NCOs, such as the unit dietitian, enhance Soldiers’ access to H2F resources by providing effective coaching and sharing unit resources and tools. While physical exercise and nutrition are crucial, recharging is another vital part of proactive health.


Recharge is vital for troops to support well-regulated sleep-wake cycles. Ideally, they should sleep for seven to nine hours to maintain their overall health (DA, 2020). It entails setting aside time for recreational pursuits to restore energy levels (DA, 2020).

Holl (2022) reports that at least 10 percent of adults get less than four hours of sleep, leading to detrimental health impacts. Sleep deprivation is a causal factor in vehicle crashes and machinery-related injuries (Holl, 2022).

NCOs can coach individuals by evaluating their well-being using the personal health inventory, setting goals, and promoting work-life balance (DA, 2020). By encouraging the use of H2F resources like the chaplain and medical providers, NCOs can help Soldiers recognize and cope with stress and other pressure-related issues.

Command Sgt. Maj. Robert Cobb, the senior enlisted advisor for 1st Armored Division, asks for vegetables

NCOs who practice good sleep habits and prioritize their rest effectively communicate the importance of sleep. Their leadership will develop well-rested Soldiers in excellent physical and mental condition, ready for demanding military tasks. Therefore, the Army must reassess its prioritization in fielding the units that require immediate attention to obtain the favorable outcomes.

The Way Forward

The Army must realign H2F fielding efforts to prioritize units with degraded readiness ratings. The benefits of the H2F system are undeniable. Engaged leaders can help set individual and organizational goals, distribute or gather resources, and implement steps to ensure performance readiness (DA, 2020).

According to Brading (2020), the H2F’s design aims to diminish injuries and equip Soldiers for contemporary warfare. Furthermore, South (2023) emphasizes that troops in H2F-resourced units saw 52 percent fewer musculoskeletal injuries than those in non-H2F units. Additionally, among 28 brigades, 5,214 more Soldiers successfully passed the ACFT (South, 2023).

This data unequivocally proves the disparity between H2F and non-H2F resourced units. Leaders should prioritize units with degraded readiness metrics if improving readiness is the goal.


For the Army to continue to realize H2F benefits, it must find units with the immediate need for its resources and re-prioritize fielding initiatives. The Army can improve readiness faster by fielding units with lower readiness ratings and placing higher priorities on those most in need of H2F.
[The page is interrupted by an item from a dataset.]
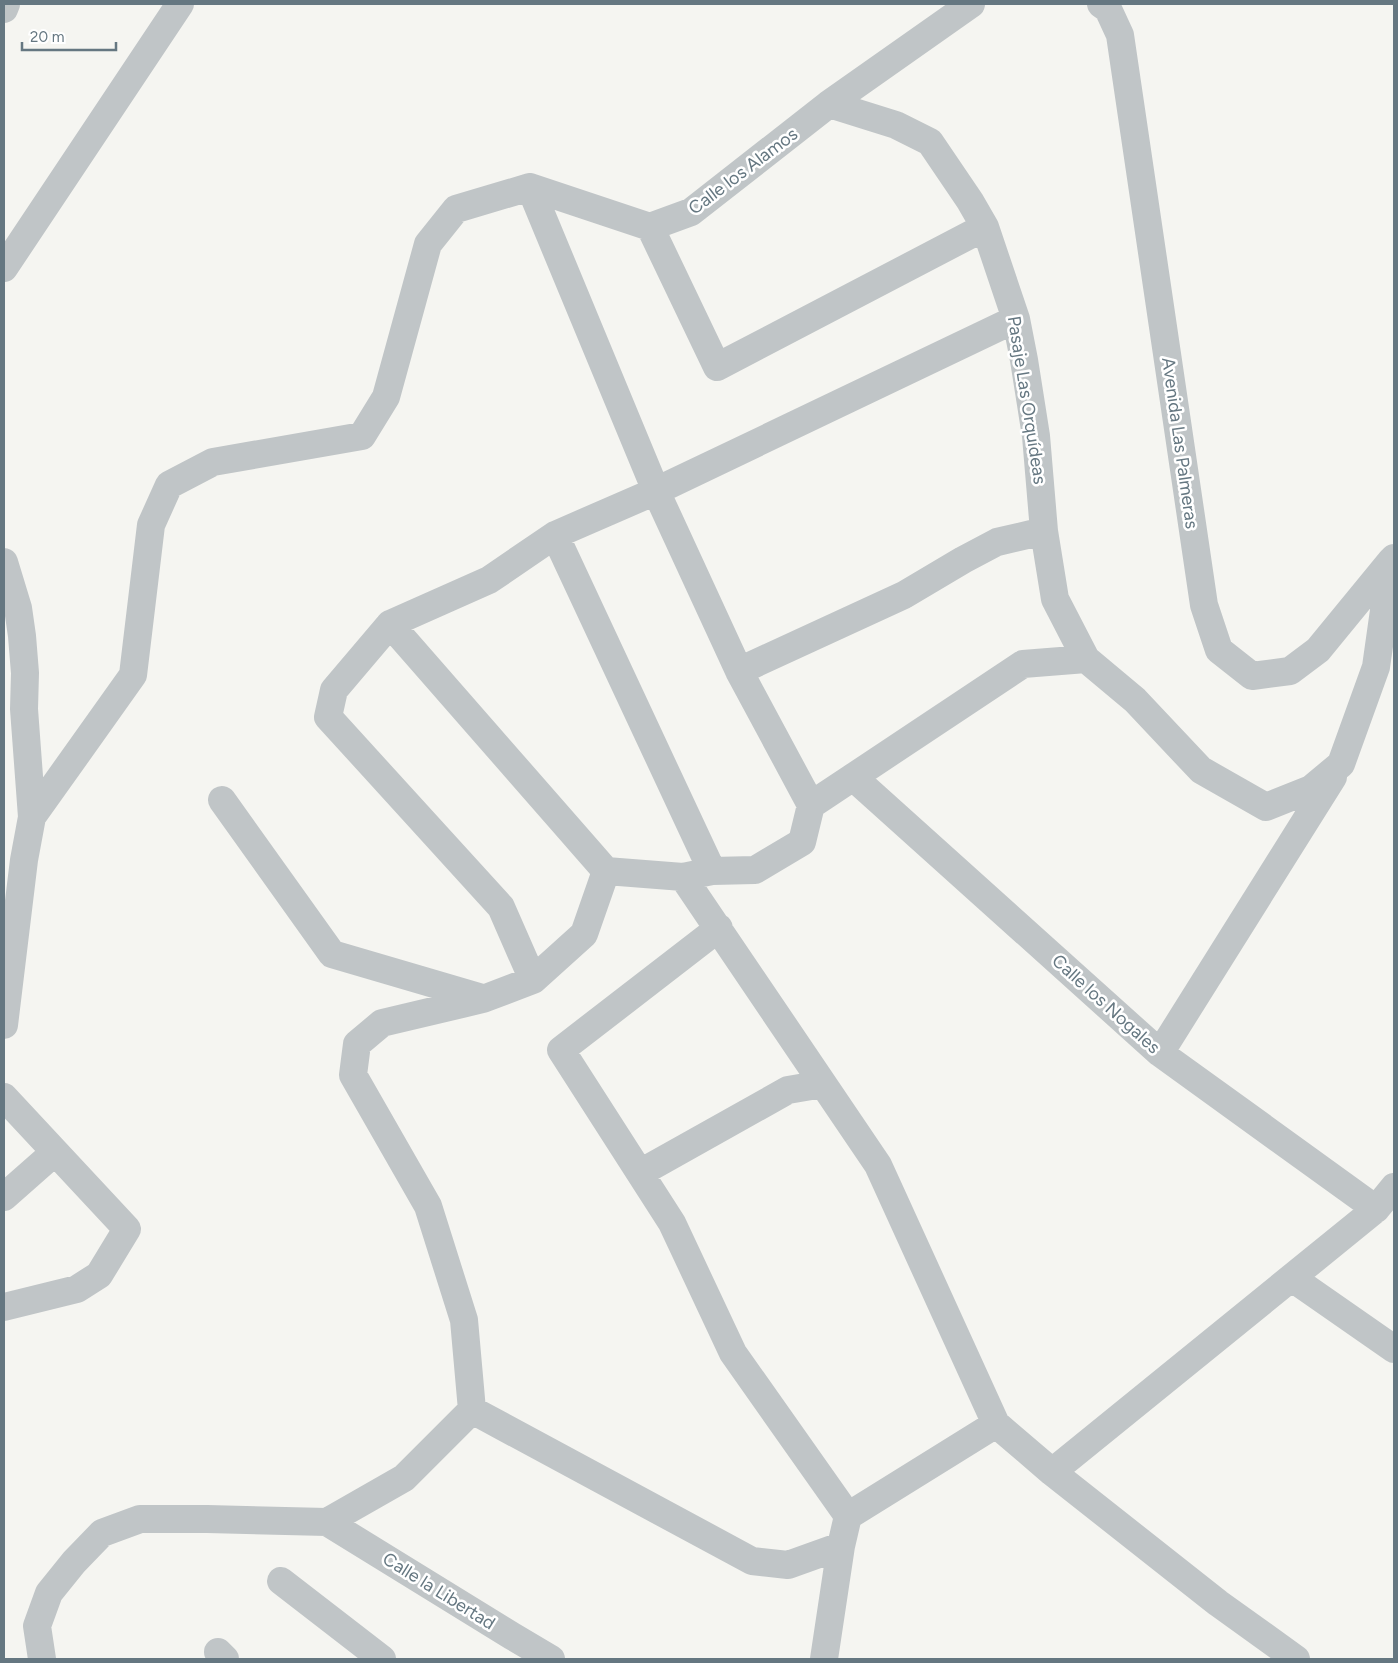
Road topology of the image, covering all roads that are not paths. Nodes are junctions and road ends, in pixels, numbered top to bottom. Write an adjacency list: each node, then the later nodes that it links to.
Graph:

H2F governance provides direction and resources to help NCOs enhance Soldier performance and lethality through tailored coaching on the significance of proactive health. NCOs play a vital role in upholding H2F governance by leading by example, supplying effective coaching, and advocating for higher echelons to reallocate H2F resources to units requiring greater focus.


Brading, T. (2020, September 30). Holistic health added to Army fitness doctrine. U.S. Army.

Curry, S. D., & Colson, D. (2023, November 13). Project Maximo: Empowering NCOs through health, family and selfcare. Army University Press.

Department of the Army. (2020). Holistic health and fitness (FM 7-22).

Hibbard, L. (2020, April 21). Taking care: Army embraces a personalized approach to training, readiness. Association of the United States Army.

Holl, D. (2022, August 10). Sleep education, good leadership may help Army solve its sleeping problem. U.S. Army.

Payne, J. M. (2020). Leading the change to holistic health and fitness. Army University Press.

South, T. (2023, April 26). Early data shows 37% suicide decrease in units with holistic health. Army Times.


Singapore Warrant Officer 1 Cheng Qiao Feng is currently a student in Class 74 at the Sergeants Major Academy. He holds a mechanical engineering degree from Singapore Polytechnic and an advanced certificate in training, assessment, and written communication. Cheng’s most recent duty assignment was serving as Command Sergeant Major of the 3rd Battalion Singapore Guards.